The answer must be every line of the records in which the string "middle" appears.

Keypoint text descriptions
····················

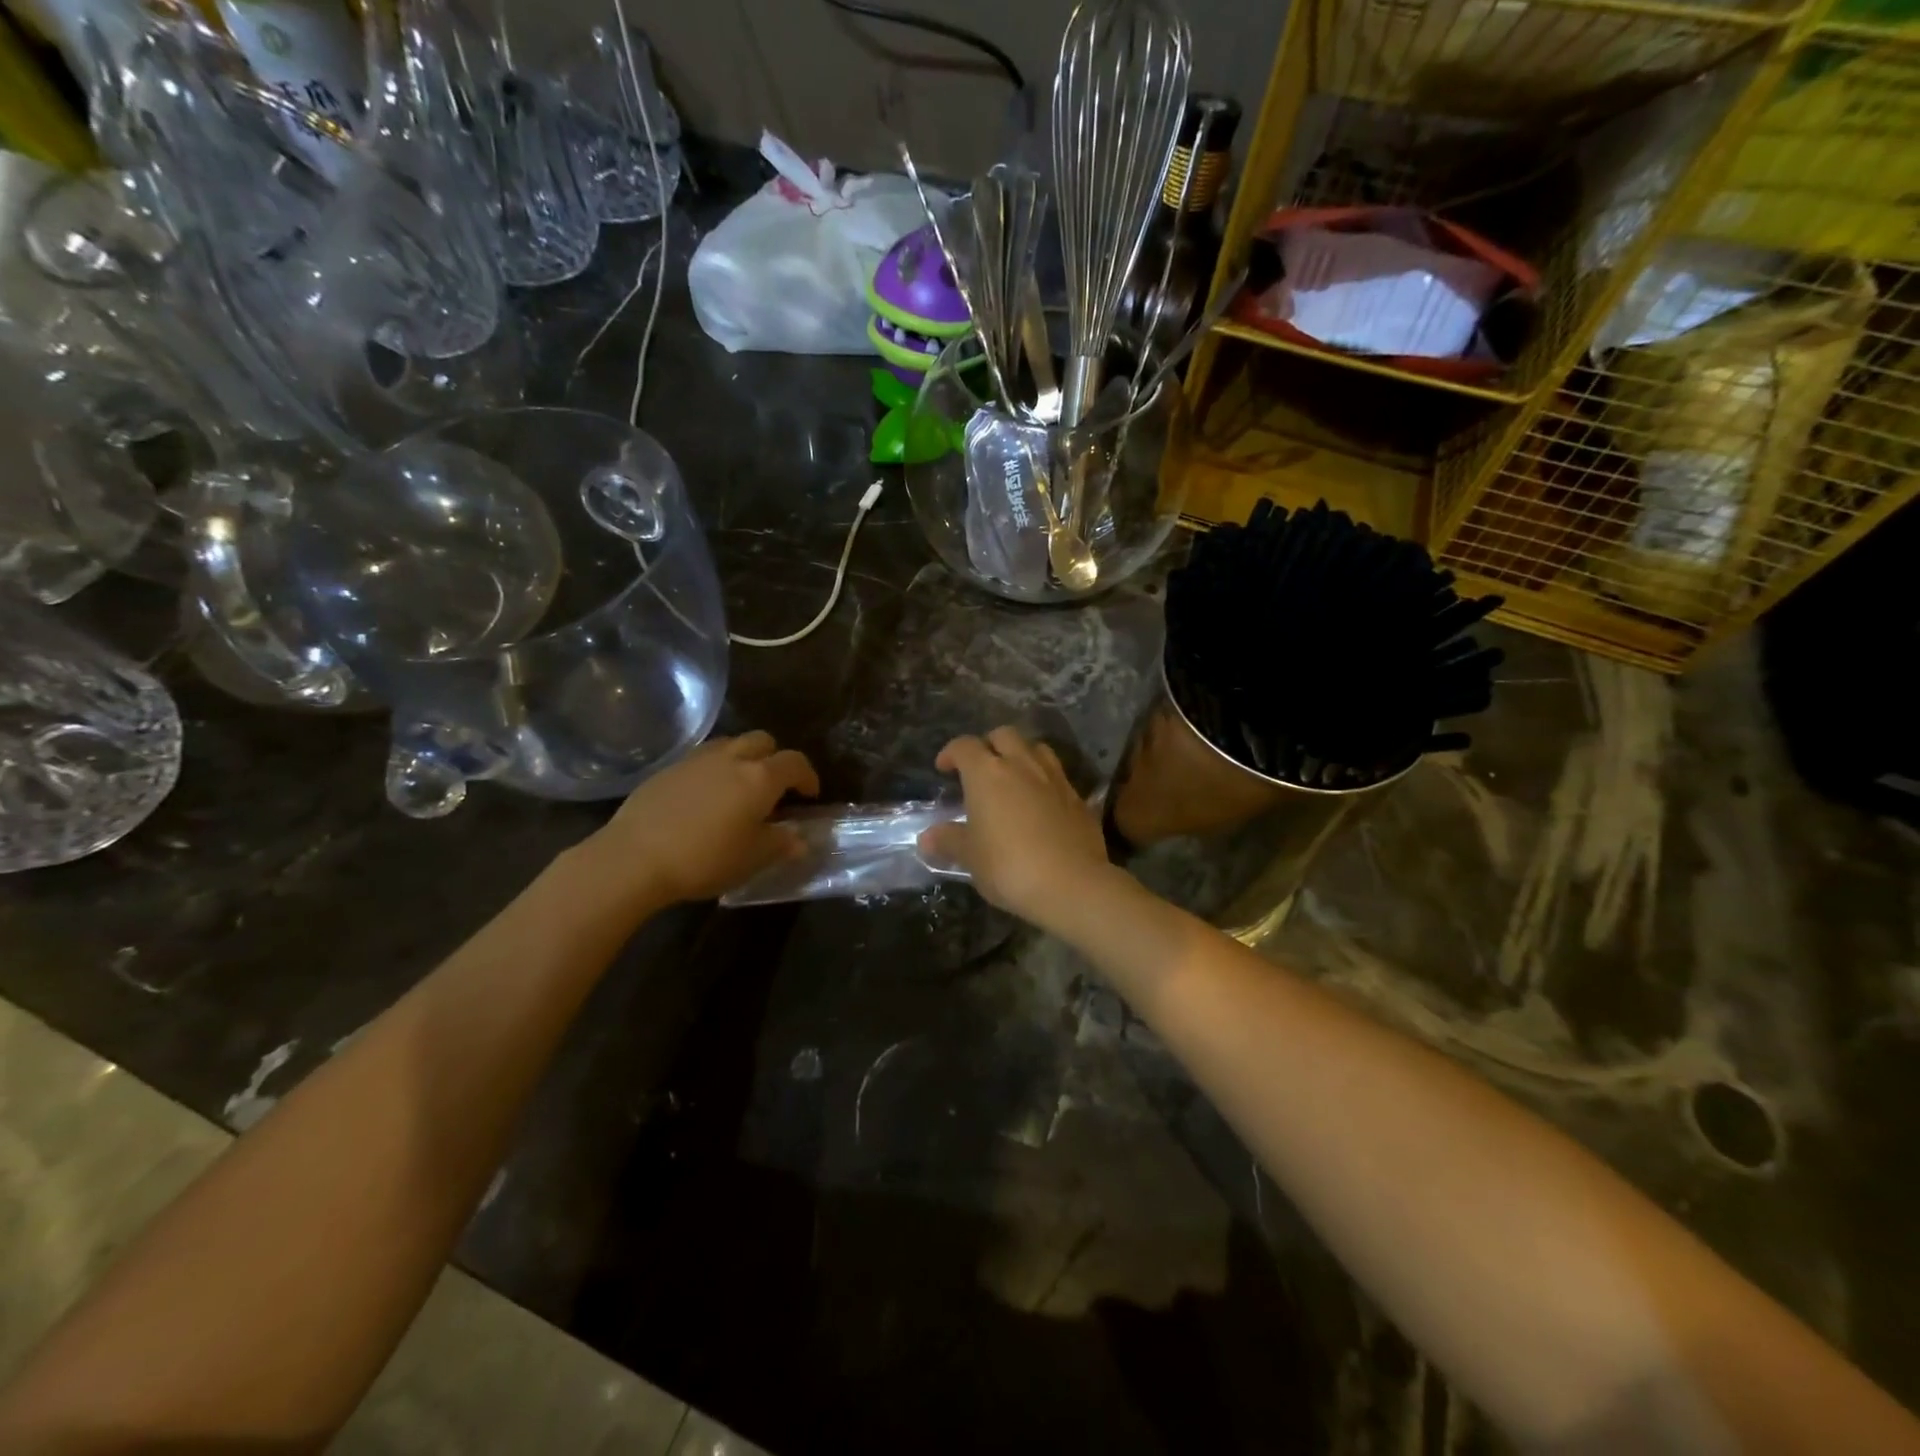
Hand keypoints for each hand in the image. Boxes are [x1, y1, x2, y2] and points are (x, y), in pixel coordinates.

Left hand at [576, 731, 818, 911]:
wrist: (634, 857)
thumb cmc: (705, 858)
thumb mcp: (752, 858)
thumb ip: (781, 843)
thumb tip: (800, 838)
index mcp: (760, 777)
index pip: (795, 763)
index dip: (808, 776)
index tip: (810, 795)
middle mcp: (732, 758)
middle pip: (764, 741)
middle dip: (775, 758)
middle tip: (775, 787)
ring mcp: (697, 759)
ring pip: (731, 744)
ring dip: (744, 758)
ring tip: (740, 787)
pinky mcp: (668, 768)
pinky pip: (702, 758)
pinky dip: (714, 769)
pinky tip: (705, 797)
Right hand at [920, 726, 1112, 930]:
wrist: (1072, 883)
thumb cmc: (1008, 866)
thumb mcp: (970, 857)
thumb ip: (949, 841)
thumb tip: (927, 837)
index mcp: (987, 773)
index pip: (965, 746)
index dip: (951, 753)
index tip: (944, 768)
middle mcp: (1021, 765)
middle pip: (1003, 735)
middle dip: (988, 745)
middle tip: (980, 769)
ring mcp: (1054, 778)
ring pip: (1035, 748)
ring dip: (1020, 755)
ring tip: (1013, 778)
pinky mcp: (1078, 797)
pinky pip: (1057, 776)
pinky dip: (1044, 781)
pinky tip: (1040, 804)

····················

→ **Task output**
middle mcp: (732, 758)
middle pip: (764, 741)
middle dip: (775, 758)
middle tip: (775, 787)
middle mcp: (1021, 765)
middle pip: (1003, 735)
middle dip: (988, 745)
middle tip: (980, 769)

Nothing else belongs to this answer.